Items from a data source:
────────────────────────────────────────

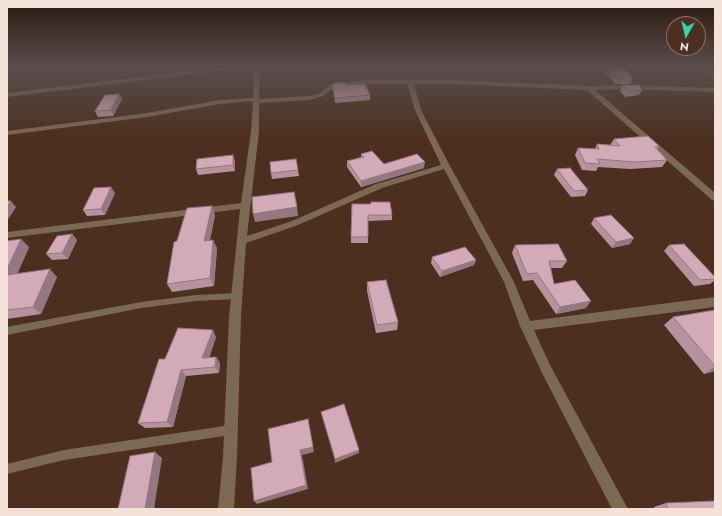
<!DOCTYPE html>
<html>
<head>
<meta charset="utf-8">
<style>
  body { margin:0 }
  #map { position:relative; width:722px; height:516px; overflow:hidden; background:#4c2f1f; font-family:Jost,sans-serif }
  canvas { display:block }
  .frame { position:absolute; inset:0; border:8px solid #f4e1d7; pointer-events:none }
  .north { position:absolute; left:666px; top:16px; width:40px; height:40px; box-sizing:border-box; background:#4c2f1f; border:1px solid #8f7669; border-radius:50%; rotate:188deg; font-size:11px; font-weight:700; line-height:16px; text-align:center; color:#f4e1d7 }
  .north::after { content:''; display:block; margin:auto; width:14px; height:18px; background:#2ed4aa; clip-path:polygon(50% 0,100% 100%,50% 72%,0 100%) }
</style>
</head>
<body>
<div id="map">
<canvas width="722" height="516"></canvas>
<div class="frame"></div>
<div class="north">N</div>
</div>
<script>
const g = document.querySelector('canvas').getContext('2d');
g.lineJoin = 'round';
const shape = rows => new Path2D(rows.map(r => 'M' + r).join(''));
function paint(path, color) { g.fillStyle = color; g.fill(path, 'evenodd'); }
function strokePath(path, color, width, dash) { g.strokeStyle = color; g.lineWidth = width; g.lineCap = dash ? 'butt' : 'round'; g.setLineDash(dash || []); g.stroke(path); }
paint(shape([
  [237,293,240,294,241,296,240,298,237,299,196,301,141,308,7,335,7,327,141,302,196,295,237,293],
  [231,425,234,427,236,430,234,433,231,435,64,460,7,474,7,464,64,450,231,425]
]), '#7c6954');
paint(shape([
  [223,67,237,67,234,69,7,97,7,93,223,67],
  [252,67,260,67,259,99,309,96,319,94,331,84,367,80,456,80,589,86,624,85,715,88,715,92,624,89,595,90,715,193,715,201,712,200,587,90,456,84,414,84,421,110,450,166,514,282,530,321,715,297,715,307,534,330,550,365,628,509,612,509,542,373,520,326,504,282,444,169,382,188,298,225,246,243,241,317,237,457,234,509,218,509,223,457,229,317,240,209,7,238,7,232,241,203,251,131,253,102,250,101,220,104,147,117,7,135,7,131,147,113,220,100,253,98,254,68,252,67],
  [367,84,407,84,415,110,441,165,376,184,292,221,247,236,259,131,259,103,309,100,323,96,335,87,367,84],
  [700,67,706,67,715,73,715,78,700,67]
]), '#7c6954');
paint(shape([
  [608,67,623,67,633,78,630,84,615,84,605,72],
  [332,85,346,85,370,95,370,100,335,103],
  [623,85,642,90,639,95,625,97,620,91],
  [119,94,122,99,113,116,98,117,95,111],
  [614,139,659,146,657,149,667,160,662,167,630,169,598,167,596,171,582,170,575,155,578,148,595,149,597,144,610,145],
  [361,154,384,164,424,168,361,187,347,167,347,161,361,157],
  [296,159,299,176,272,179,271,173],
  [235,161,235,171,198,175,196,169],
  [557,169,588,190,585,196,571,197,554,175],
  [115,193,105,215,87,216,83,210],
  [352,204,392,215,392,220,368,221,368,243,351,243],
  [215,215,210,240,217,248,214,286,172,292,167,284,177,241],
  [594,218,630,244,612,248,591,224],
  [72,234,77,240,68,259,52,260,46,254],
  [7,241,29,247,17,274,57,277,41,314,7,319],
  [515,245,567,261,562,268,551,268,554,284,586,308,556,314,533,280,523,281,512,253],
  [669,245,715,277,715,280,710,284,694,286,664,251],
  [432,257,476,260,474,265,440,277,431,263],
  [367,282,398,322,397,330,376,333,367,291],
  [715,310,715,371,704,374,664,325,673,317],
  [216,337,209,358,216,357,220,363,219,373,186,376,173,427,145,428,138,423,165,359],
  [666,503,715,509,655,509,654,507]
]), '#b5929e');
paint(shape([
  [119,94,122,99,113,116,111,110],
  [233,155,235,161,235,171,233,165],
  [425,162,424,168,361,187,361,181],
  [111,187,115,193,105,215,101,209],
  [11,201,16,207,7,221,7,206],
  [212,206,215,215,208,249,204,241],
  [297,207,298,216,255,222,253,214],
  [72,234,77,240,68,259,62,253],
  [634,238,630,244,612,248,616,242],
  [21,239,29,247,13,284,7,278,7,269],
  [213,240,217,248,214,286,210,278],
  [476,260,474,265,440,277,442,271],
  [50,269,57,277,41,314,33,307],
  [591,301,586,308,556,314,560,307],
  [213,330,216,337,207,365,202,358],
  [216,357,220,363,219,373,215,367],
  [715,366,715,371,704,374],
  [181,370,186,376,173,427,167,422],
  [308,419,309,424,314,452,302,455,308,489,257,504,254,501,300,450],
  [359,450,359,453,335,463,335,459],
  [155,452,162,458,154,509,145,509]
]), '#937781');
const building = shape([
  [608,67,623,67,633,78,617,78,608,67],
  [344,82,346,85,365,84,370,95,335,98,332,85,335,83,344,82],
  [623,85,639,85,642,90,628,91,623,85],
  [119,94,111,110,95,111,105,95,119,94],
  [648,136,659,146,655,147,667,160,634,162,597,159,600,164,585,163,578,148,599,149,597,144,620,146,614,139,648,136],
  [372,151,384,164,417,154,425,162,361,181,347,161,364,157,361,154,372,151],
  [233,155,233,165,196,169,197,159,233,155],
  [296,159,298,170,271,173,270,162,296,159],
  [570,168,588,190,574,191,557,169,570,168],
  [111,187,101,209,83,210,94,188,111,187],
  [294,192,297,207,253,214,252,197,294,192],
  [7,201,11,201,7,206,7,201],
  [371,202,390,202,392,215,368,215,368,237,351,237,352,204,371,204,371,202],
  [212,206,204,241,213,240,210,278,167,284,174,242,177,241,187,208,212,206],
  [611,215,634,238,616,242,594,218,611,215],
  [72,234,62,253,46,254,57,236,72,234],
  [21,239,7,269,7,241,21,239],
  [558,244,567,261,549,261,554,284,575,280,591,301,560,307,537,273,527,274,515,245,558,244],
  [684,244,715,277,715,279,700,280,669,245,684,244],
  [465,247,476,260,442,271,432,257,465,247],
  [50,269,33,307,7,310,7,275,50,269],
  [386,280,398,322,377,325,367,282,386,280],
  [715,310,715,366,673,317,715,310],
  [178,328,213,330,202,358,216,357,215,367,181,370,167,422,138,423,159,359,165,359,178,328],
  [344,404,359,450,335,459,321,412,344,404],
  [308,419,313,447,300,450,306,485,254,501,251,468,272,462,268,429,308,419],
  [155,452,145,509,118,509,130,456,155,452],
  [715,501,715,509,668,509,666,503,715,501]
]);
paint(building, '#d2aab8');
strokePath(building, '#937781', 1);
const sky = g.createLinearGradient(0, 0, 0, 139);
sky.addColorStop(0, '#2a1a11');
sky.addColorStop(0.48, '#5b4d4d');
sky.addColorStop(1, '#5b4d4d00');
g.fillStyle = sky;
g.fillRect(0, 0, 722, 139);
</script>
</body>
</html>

────────────────────────────────────────

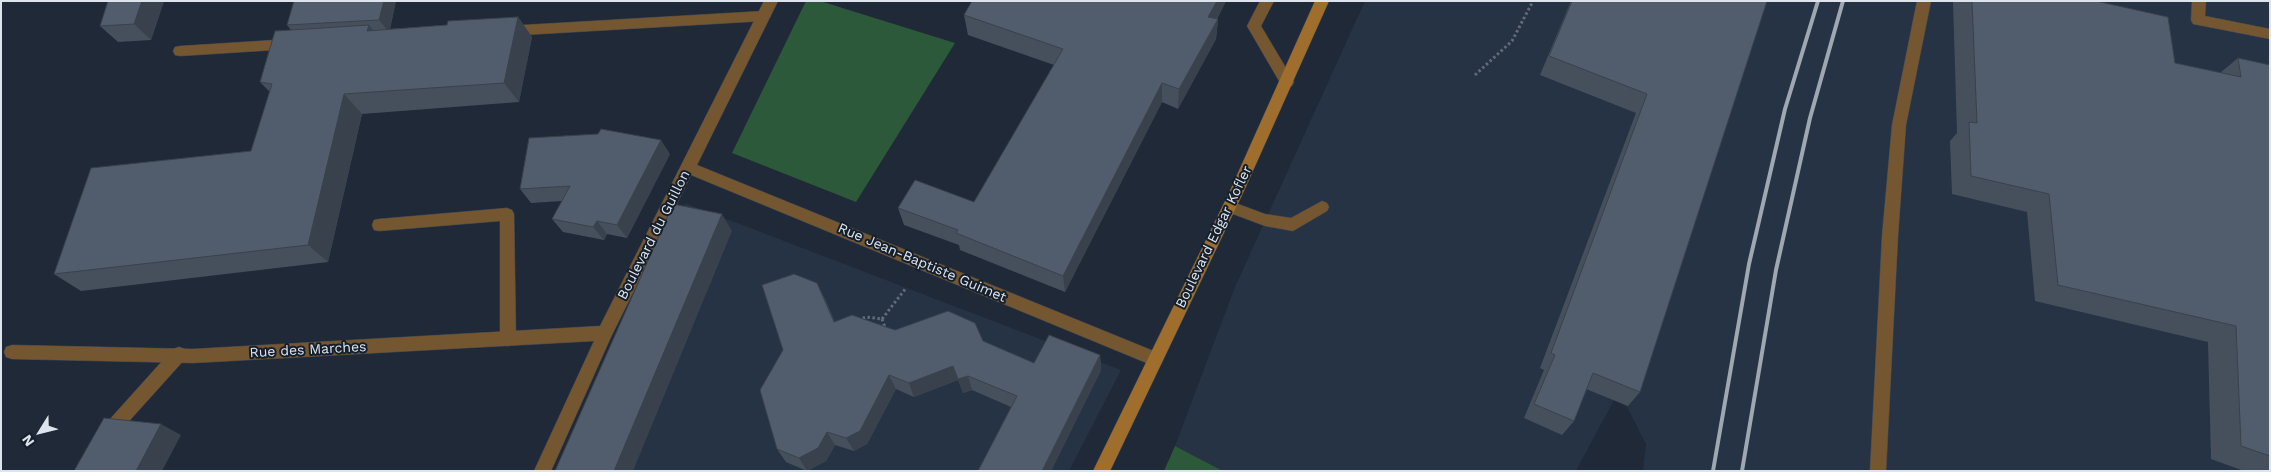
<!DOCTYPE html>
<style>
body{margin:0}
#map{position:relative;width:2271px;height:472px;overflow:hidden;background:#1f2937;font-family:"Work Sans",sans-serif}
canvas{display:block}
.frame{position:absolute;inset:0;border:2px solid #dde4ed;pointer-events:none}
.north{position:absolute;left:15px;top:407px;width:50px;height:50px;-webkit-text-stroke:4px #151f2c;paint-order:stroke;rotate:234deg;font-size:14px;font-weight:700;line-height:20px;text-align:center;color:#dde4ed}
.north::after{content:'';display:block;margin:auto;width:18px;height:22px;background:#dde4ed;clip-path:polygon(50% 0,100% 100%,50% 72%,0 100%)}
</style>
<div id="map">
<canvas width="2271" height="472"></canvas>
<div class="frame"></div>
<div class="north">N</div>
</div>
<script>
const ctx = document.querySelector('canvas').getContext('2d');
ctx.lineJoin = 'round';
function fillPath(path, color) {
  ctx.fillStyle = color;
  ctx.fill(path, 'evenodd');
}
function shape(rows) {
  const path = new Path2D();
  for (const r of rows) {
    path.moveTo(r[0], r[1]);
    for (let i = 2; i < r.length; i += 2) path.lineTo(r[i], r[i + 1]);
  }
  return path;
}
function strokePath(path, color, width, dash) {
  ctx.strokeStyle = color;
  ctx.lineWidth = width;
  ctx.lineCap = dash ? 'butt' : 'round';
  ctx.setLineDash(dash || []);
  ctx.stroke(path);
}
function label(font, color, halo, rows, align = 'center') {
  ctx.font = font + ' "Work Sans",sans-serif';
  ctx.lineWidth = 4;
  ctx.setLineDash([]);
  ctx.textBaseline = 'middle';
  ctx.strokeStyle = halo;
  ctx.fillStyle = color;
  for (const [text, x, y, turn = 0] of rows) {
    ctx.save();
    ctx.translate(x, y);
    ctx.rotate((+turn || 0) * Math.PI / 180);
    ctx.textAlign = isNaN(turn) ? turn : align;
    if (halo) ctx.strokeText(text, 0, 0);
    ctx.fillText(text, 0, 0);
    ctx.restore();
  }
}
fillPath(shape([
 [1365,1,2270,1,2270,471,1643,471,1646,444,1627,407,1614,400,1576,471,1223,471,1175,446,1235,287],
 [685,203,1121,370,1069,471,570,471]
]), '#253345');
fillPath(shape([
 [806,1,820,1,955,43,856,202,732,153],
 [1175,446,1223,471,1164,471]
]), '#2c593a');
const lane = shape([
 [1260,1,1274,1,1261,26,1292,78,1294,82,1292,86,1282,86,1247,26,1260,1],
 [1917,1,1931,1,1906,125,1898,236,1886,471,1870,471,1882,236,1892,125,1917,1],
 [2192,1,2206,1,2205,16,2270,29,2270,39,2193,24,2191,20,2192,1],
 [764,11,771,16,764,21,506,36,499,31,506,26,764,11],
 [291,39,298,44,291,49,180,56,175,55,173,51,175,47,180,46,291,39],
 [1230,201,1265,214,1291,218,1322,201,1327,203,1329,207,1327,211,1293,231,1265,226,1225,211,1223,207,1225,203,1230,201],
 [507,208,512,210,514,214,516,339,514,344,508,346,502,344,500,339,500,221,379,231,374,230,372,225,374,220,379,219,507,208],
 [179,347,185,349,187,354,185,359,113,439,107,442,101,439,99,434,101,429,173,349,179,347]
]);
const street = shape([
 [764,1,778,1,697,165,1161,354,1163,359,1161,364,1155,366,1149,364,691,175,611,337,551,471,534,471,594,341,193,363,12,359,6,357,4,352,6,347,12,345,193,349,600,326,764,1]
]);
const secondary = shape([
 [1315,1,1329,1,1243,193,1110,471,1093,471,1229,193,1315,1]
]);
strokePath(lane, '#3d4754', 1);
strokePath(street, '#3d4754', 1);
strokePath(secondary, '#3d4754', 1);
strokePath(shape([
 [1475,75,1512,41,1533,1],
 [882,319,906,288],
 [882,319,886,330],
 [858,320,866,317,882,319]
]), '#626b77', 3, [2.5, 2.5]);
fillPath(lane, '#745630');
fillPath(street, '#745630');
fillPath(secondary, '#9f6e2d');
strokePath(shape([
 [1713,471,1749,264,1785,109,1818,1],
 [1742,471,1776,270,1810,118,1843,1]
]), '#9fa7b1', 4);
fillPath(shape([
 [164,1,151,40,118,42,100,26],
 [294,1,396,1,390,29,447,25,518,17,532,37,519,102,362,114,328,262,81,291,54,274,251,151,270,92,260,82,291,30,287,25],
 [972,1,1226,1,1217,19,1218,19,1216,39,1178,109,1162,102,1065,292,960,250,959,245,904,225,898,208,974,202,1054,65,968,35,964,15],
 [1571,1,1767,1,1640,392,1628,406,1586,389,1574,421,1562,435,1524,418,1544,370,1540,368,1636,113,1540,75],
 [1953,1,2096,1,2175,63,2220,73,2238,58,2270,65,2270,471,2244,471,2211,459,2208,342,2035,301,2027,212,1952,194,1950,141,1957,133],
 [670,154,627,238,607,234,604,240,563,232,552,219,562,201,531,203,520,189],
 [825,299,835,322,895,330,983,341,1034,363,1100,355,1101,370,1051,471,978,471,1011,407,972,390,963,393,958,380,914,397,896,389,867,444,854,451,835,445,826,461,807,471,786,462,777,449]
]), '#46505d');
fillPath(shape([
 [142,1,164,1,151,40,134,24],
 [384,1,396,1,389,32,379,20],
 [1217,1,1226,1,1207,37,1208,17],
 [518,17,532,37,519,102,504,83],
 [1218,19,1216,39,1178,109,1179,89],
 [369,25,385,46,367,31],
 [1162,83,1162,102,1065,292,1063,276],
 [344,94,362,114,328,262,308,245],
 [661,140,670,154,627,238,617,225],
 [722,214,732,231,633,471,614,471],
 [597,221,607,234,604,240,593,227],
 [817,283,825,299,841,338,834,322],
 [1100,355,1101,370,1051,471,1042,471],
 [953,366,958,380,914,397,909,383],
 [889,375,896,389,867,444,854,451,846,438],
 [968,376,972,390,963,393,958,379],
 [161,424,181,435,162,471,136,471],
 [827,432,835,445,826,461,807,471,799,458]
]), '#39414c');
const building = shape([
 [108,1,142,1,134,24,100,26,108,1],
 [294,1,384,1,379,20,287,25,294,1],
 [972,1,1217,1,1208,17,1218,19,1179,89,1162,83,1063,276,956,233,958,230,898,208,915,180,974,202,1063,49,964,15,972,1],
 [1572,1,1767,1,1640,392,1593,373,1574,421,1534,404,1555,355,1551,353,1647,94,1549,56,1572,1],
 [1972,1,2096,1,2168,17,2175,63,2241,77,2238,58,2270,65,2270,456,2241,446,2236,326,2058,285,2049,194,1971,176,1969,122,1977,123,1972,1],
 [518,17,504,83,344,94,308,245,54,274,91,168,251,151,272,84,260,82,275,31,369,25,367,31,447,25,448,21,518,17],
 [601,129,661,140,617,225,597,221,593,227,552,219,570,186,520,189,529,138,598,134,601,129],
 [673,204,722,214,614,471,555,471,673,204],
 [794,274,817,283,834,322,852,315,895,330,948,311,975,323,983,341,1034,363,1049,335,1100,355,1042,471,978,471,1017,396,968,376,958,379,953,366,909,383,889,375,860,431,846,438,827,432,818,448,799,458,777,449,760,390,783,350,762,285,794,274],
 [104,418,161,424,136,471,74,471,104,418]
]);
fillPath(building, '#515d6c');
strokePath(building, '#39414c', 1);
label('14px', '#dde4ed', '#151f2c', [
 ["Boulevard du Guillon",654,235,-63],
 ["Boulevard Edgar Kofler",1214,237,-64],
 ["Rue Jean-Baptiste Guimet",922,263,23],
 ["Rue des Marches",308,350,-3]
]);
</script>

────────────────────────────────────────

Work request
Would you copy, unchanged, the stretch of the records above that begins at the line containing "for (let i = 2;" and ends at the line containing "ctx.textAlign = isNaN(turn)", and only that?

Exercise output
    for (let i = 2; i < r.length; i += 2) path.lineTo(r[i], r[i + 1]);
  }
  return path;
}
function strokePath(path, color, width, dash) {
  ctx.strokeStyle = color;
  ctx.lineWidth = width;
  ctx.lineCap = dash ? 'butt' : 'round';
  ctx.setLineDash(dash || []);
  ctx.stroke(path);
}
function label(font, color, halo, rows, align = 'center') {
  ctx.font = font + ' "Work Sans",sans-serif';
  ctx.lineWidth = 4;
  ctx.setLineDash([]);
  ctx.textBaseline = 'middle';
  ctx.strokeStyle = halo;
  ctx.fillStyle = color;
  for (const [text, x, y, turn = 0] of rows) {
    ctx.save();
    ctx.translate(x, y);
    ctx.rotate((+turn || 0) * Math.PI / 180);
    ctx.textAlign = isNaN(turn) ? turn : align;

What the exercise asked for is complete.